Cluster GitOps Repository Structure Critique¶
Executive Summary¶
This document provides a comprehensive architectural critique of the cluster-gitops repository structure, identifying inconsistencies, areas of concern, and recommendations for improvement. The repository shows evidence of recent refactoring and evolution, with some transitional artifacts and documentation drift.
Overall Assessment: The GitOps architecture is fundamentally sound with ApplicationSets and multi-source Helm patterns, but suffers from: - Inconsistent documentation - Orphaned directories from refactoring - Complex nested structure that may confuse new contributors - Multiple competing patterns not fully consolidated
Priority: Address documentation drift and remove orphaned artifacts before onboarding additional team members.
1. Structural Issues¶
1.1. Duplicate ApplicationSet Directories ⚠️ HIGH PRIORITY¶
Issue: Two ApplicationSet directories exist with different implementations:
cluster-gitops/
├── argo/applicationsets/ # ← Orphaned? (4.6k syrf.yaml)
│ └── syrf.yaml # Uses merge generator pattern
└── argocd/applicationsets/ # ← ACTIVE (4.0k syrf.yaml)
├── syrf.yaml # Uses matrix generator pattern
├── custom-charts.yaml
└── plugins.yaml
Analysis:
- argocd/bootstrap/root.yaml (L32) references argocd/applicationsets/
- The argo/ directory appears to be an orphaned experiment or transitional artifact
- The two syrf.yaml files implement different generator strategies:
- argo/: Merge generator (combines base + environment configs)
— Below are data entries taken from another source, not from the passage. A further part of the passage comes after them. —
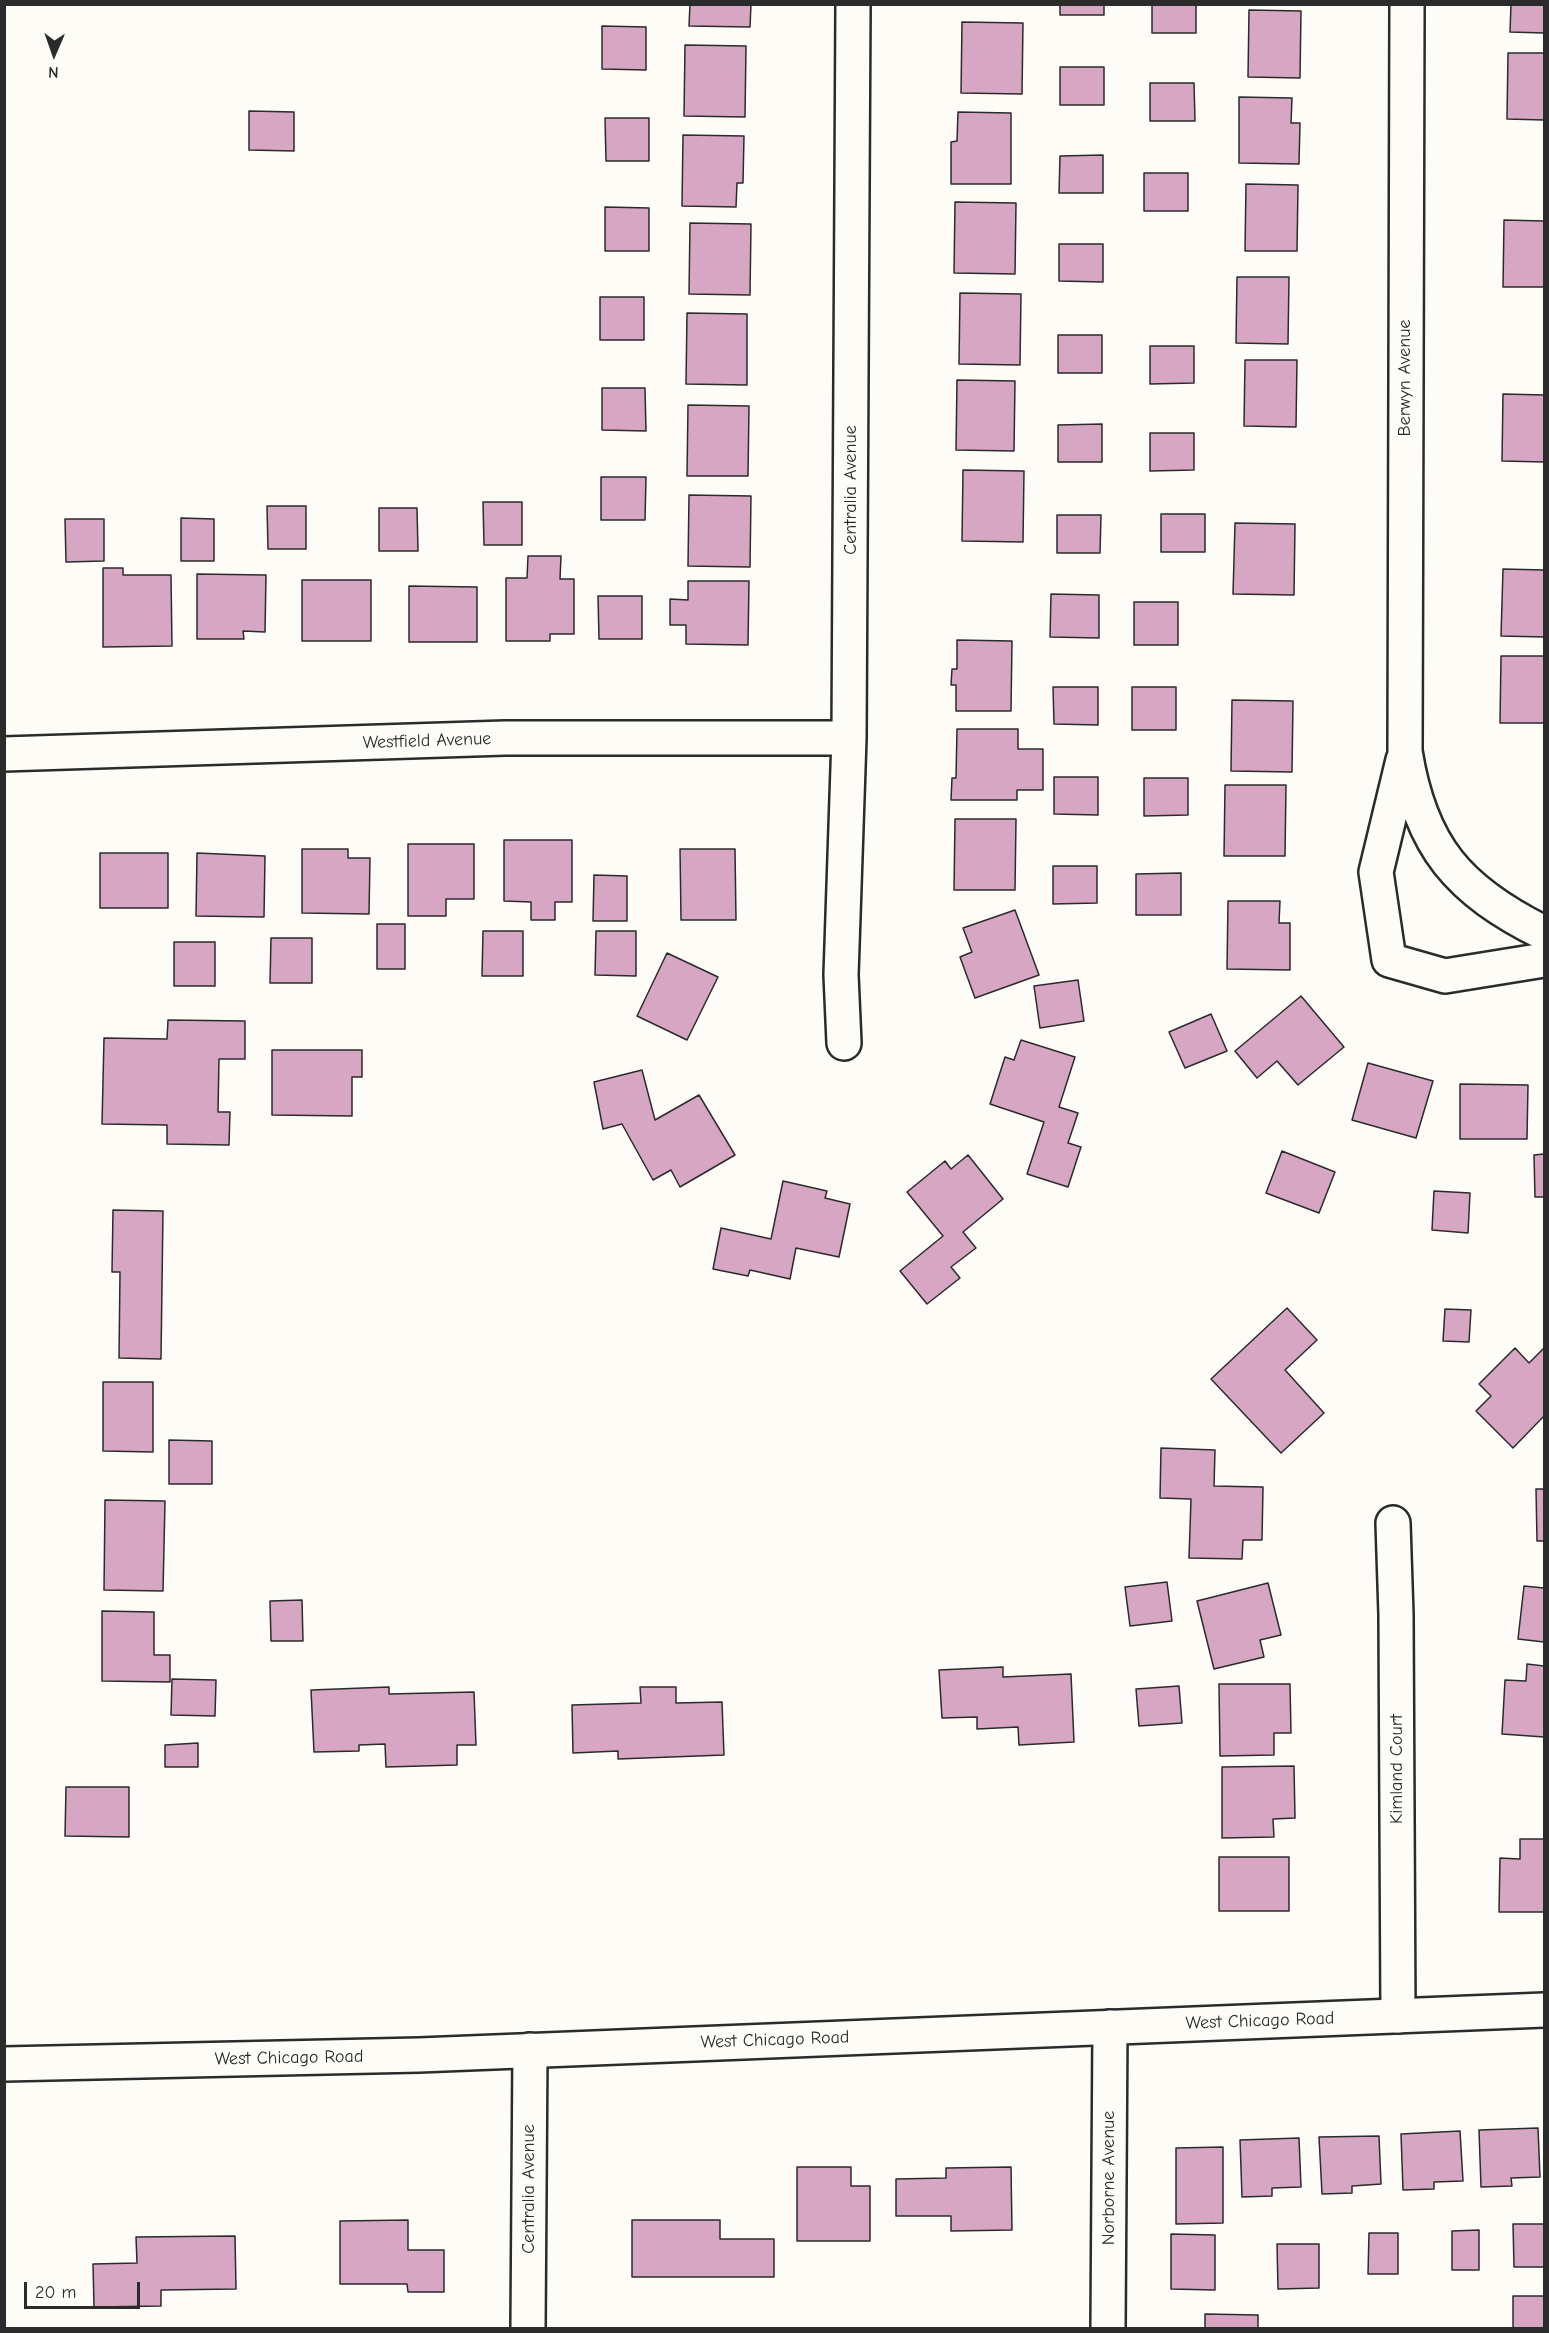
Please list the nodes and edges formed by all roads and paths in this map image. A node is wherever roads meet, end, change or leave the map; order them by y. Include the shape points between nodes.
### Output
1 (853, 4) edge
2 (1407, 4) edge
3 (849, 738) junction
4 (1405, 751) junction
5 (4, 754) edge
6 (1545, 933) edge
7 (1545, 960) edge
8 (844, 1043) dead end
9 (1393, 1523) dead end
10 (1545, 2010) edge
11 (1398, 2016) junction
12 (1110, 2027) junction
13 (530, 2050) junction
14 (4, 2064) edge
15 (528, 2328) edge
16 (1107, 2328) edge

1 - 3 street, Centralia Avenue
2 - 4 street, Berwyn Avenue
3 - 5 street, Westfield Avenue via 505,738
3 - 8 street, Centralia Avenue via 842,975
4 - 6 street, Berwyn Avenue via 1422,820 1441,854 1473,888 1513,917
4 - 7 street, Berwyn Avenue via 1376,872 1389,960 1445,976
9 - 11 street, Kimland Court
10 - 11 street, West Chicago Road
11 - 12 street, West Chicago Road
12 - 13 street, West Chicago Road
12 - 16 street, Norborne Avenue
13 - 14 street, West Chicago Road
13 - 15 street, Centralia Avenue

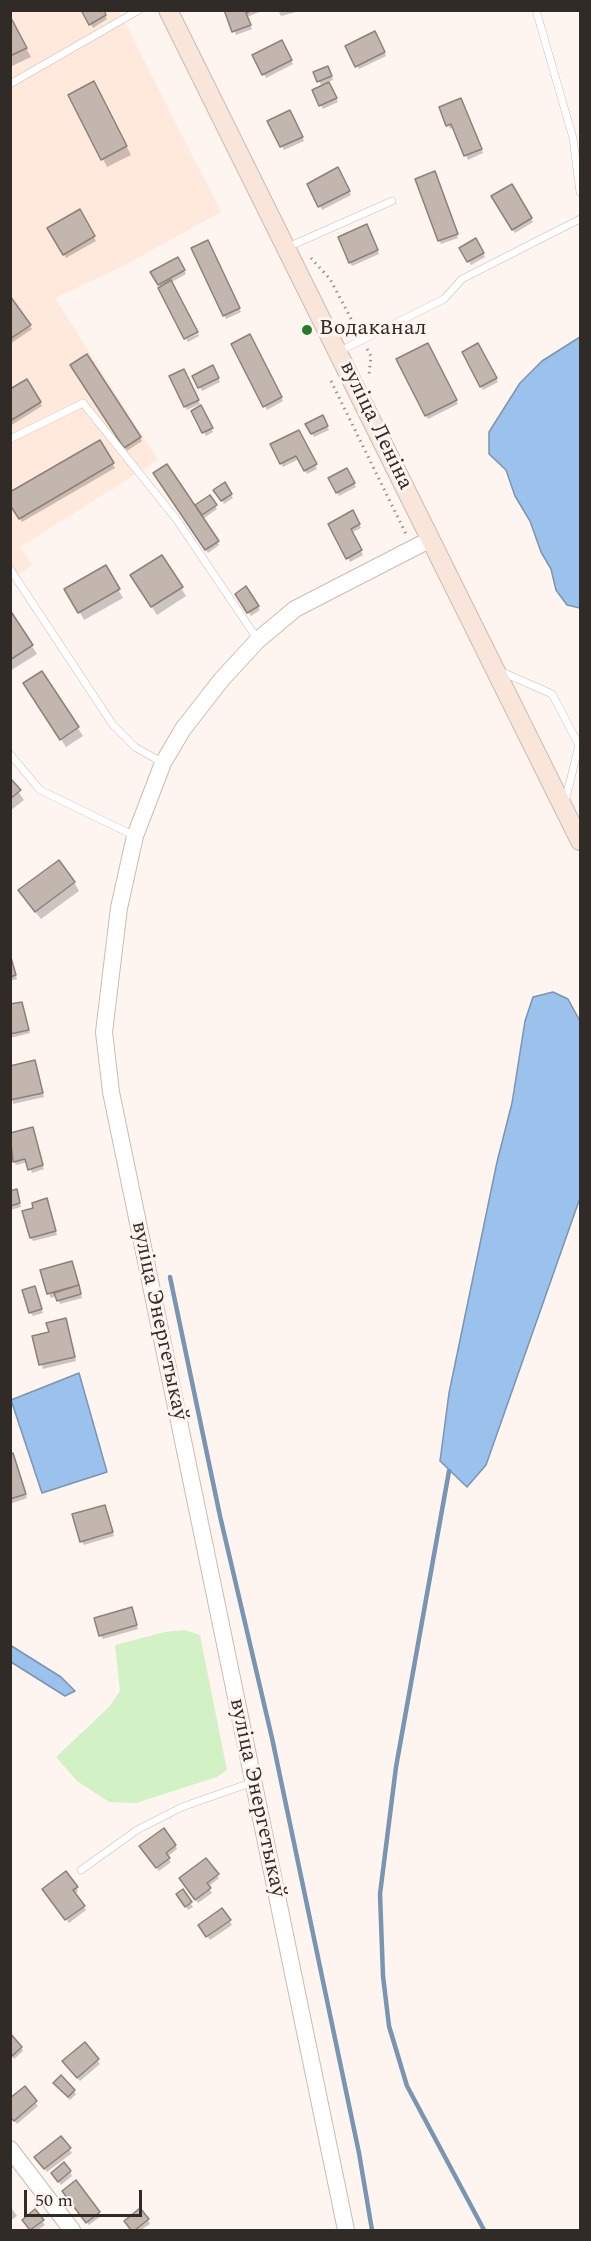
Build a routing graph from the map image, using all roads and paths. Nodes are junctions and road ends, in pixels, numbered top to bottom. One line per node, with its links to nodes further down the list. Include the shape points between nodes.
1 (139, 10): 4 (lane)
2 (168, 10): 8 (main road, вуліца Леніна)
3 (536, 10): 5 (lane, via 573,138)
4 (10, 84)
5 (580, 192)
6 (392, 201): 8 (lane)
7 (580, 219): 9 (lane, via 462,279 444,299)
8 (286, 248): 9 (main road, вуліца Леніна)
9 (338, 352): 11 (main road, вуліца Леніна)
10 (10, 439): 13 (lane, via 83,402 177,520)
11 (431, 539): 13 (street, вуліца Энергетыкаў, via 295,609); 14 (main road, вуліца Леніна)
12 (10, 569): 16 (lane, via 113,725 135,747)
13 (258, 640): 16 (street, вуліца Энергетыкаў, via 183,729)
14 (497, 670): 17 (main road, вуліца Леніна); 17 (lane, via 552,693 579,745)
15 (10, 754): 18 (lane, via 40,790)
16 (163, 763): 18 (street, вуліца Энергетыкаў)
17 (564, 808): 19 (main road, вуліца Леніна)
18 (135, 836): 20 (street, вуліца Энергетыкаў, via 119,908 104,1032 111,1092)
19 (580, 841)
20 (253, 1782): 21 (lane, via 182,1807 137,1830); 24 (street, вуліца Энергетыкаў)
21 (81, 1870)
22 (10, 2148): 23 (street)
23 (72, 2230)
24 (346, 2230)

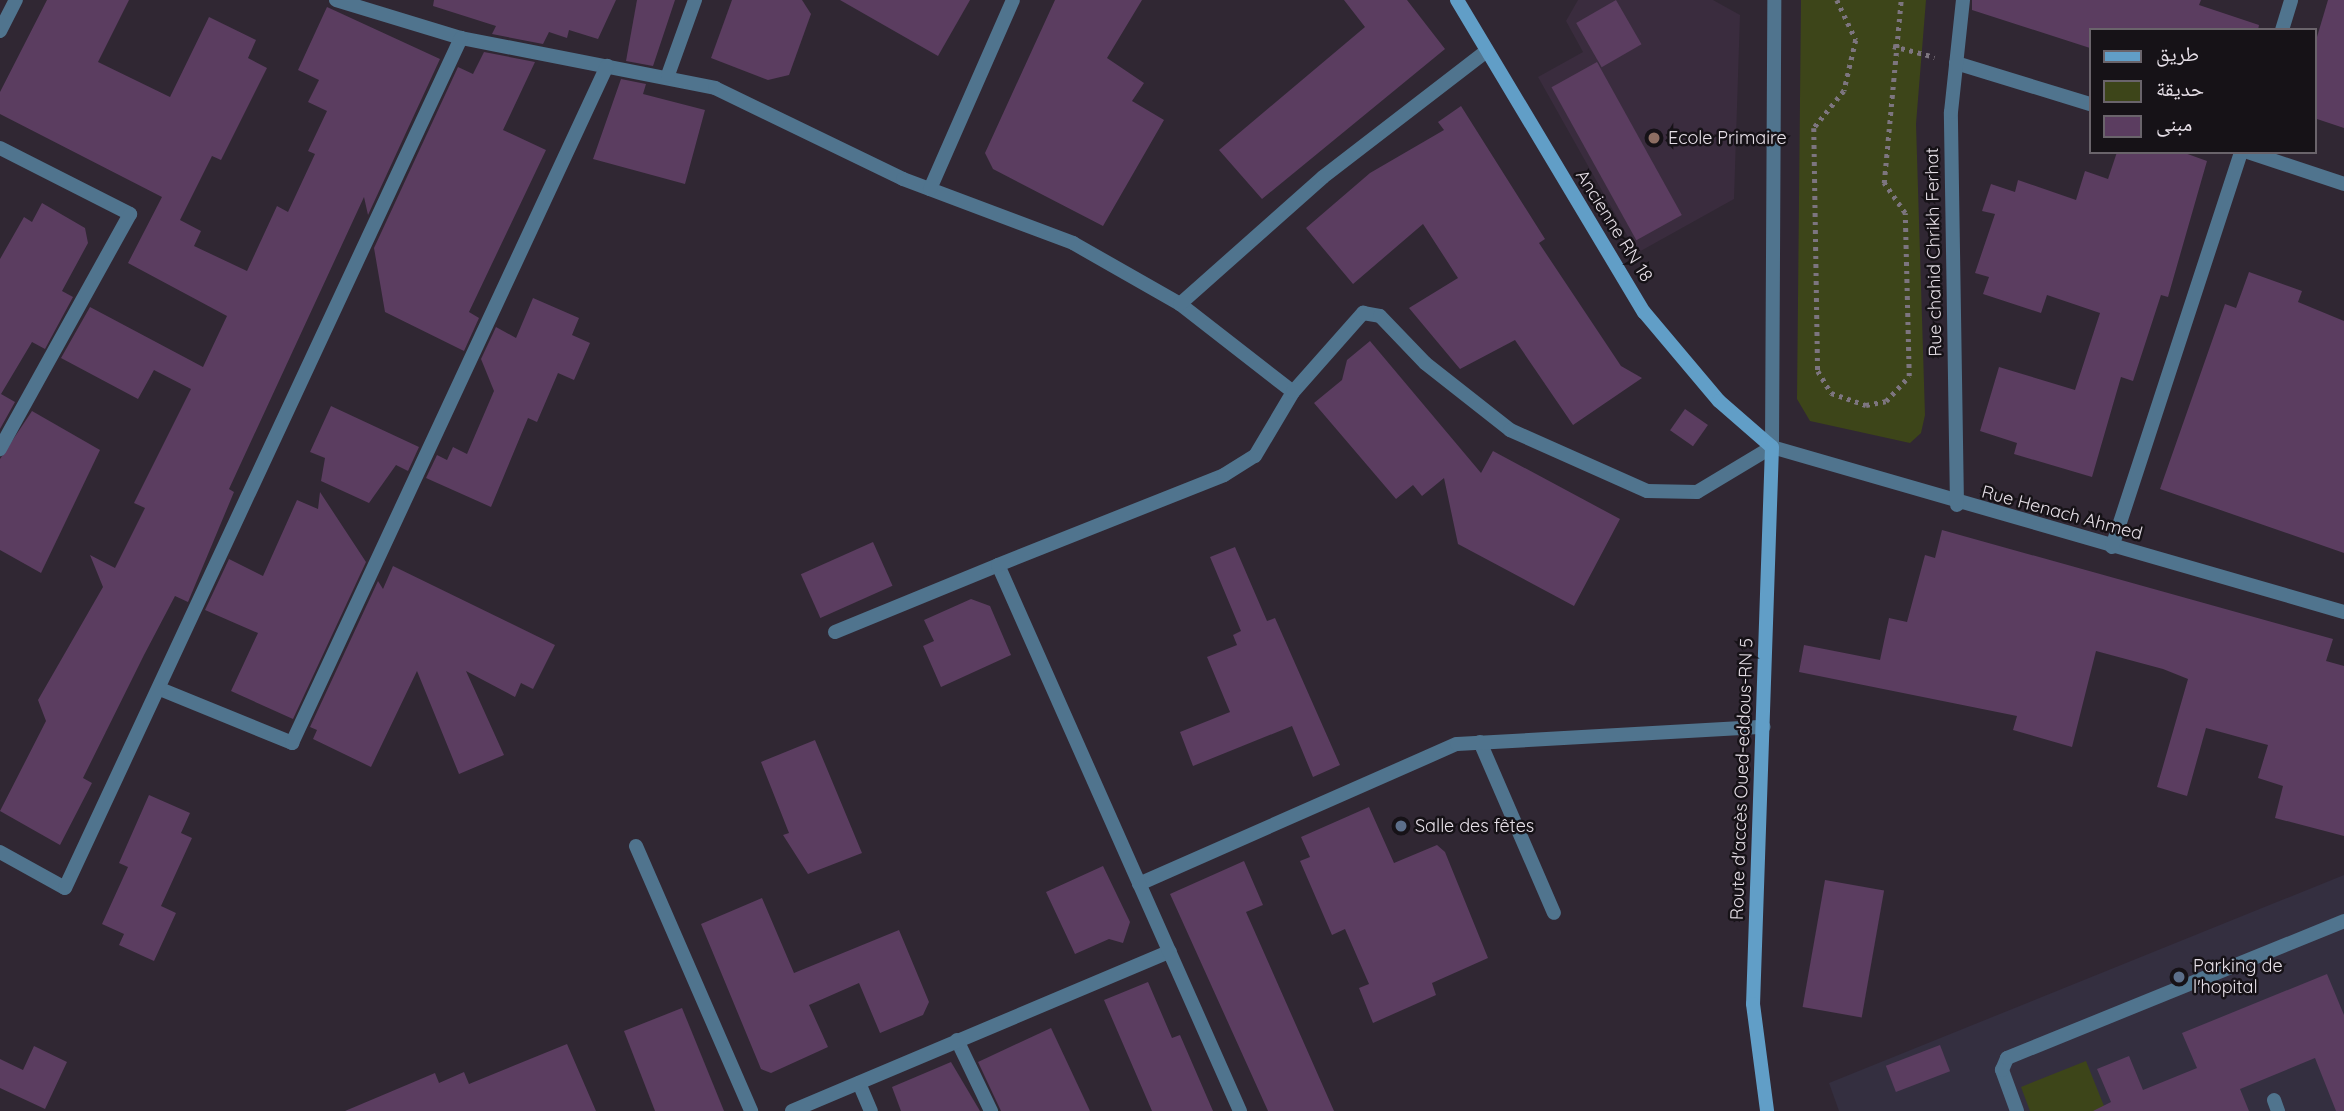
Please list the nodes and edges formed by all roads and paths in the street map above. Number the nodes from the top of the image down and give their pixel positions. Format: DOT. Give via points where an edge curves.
graph roads {
  1 [pos="16,0"];
  2 [pos="336,0"];
  3 [pos="695,0"];
  4 [pos="1013,0"];
  5 [pos="1457,0"];
  6 [pos="1774,0"];
  7 [pos="1837,0"];
  8 [pos="1901,0"];
  9 [pos="1963,0"];
  10 [pos="2291,0"];
  11 [pos="2282,28"];
  12 [pos="0,31"];
  13 [pos="461,38"];
  14 [pos="1893,46"];
  15 [pos="1485,53"];
  16 [pos="1956,63"];
  17 [pos="607,66"];
  18 [pos="668,75"];
  19 [pos="2088,103"];
  20 [pos="0,149"];
  21 [pos="2240,154"];
  22 [pos="2254,154"];
  23 [pos="2344,184"];
  24 [pos="930,189"];
  25 [pos="1180,304"];
  26 [pos="1293,392"];
  27 [pos="1772,447"];
  28 [pos="0,449"];
  29 [pos="1957,505"];
  30 [pos="2112,547"];
  31 [pos="998,565"];
  32 [pos="2344,612"];
  33 [pos="835,632"];
  34 [pos="160,689"];
  35 [pos="1763,727"];
  36 [pos="1480,742"];
  37 [pos="636,846"];
  38 [pos="0,852"];
  39 [pos="1139,884"];
  40 [pos="1554,913"];
  41 [pos="2344,921"];
  42 [pos="1170,951"];
  43 [pos="957,1040"];
  44 [pos="859,1083"];
  45 [pos="751,1111"];
  46 [pos="792,1111"];
  47 [pos="871,1111"];
  48 [pos="991,1111"];
  49 [pos="1240,1111"];
  50 [pos="1767,1111"];
  51 [pos="2017,1111"];
  1 -- 12 [label="street"];
  2 -- 13 [label="street"];
  3 -- 18 [label="street"];
  4 -- 24 [label="street"];
  5 -- 15 [label="main road, Ancienne RN 18"];
  6 -- 27 [label="street"];
  7 -- 14 [label="path" via="1856,40 1844,91 1814,128 1818,371 1831,393 1866,405 1886,401 1909,376 1906,213 1884,183"];
  8 -- 14 [label="path"];
  9 -- 16 [label="street, Rue chahid Chrikh Ferhat"];
  10 -- 11 [label="street"];
  13 -- 17 [label="street"];
  13 -- 34 [label="street"];
  14 -- 16 [label="path"];
  15 -- 25 [label="street" via="1323,177"];
  15 -- 27 [label="main road, Ancienne RN 18" via="1644,312 1719,401"];
  16 -- 19 [label="street"];
  16 -- 29 [label="street, Rue chahid Chrikh Ferhat" via="1951,112"];
  17 -- 18 [label="street"];
  17 -- 34 [label="street" via="292,743"];
  18 -- 24 [label="street" via="796,122"];
  20 -- 28 [label="street" via="130,214"];
  21 -- 30 [label="street"];
  22 -- 23 [label="street"];
  24 -- 25 [label="street" via="1073,243"];
  25 -- 26 [label="street"];
  26 -- 27 [label="street" via="1363,313 1380,316 1425,363 1510,430 1647,491 1696,492"];
  26 -- 31 [label="street" via="1276,430 1255,456 1224,475"];
  27 -- 29 [label="street, Rue Henach Ahmed"];
  27 -- 35 [label="main road, Route d'accès Oued-eddous-RN 5"];
  29 -- 30 [label="street, Rue Henach Ahmed"];
  30 -- 32 [label="street, Rue Henach Ahmed"];
  31 -- 33 [label="street"];
  31 -- 39 [label="street"];
  34 -- 38 [label="street" via="65,888"];
  35 -- 36 [label="street"];
  35 -- 50 [label="main road, Route d'accès Oued-eddous-RN 5" via="1753,1004"];
  36 -- 39 [label="street" via="1457,744"];
  36 -- 40 [label="street"];
  37 -- 45 [label="street"];
  39 -- 42 [label="street"];
  41 -- 51 [label="street" via="2007,1058 2002,1070"];
  42 -- 43 [label="street"];
  42 -- 49 [label="street"];
  43 -- 44 [label="street"];
  43 -- 48 [label="street"];
  44 -- 46 [label="street"];
  44 -- 47 [label="street"];
}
- argocd/: Matrix generator (simpler, environment-first approach)
Git History Evidence:
a479d8b - refactor(argocd): implement merge generator pattern in ApplicationSet
12078a5 - refactor(argocd): reorganize ArgoCD configuration structure
d487860 - chore(gitops): remove obsolete configuration files
Recent commits show active refactoring but incomplete cleanup.
Impact:
- Confusion: Which ApplicationSet is the "real" one?
- Drift Risk: If both are maintained, they'll diverge
- Documentation Mismatch: README doesn't mention argo/ directory at all
Recommendation:
1. Determine which implementation is canonical (likely argocd/)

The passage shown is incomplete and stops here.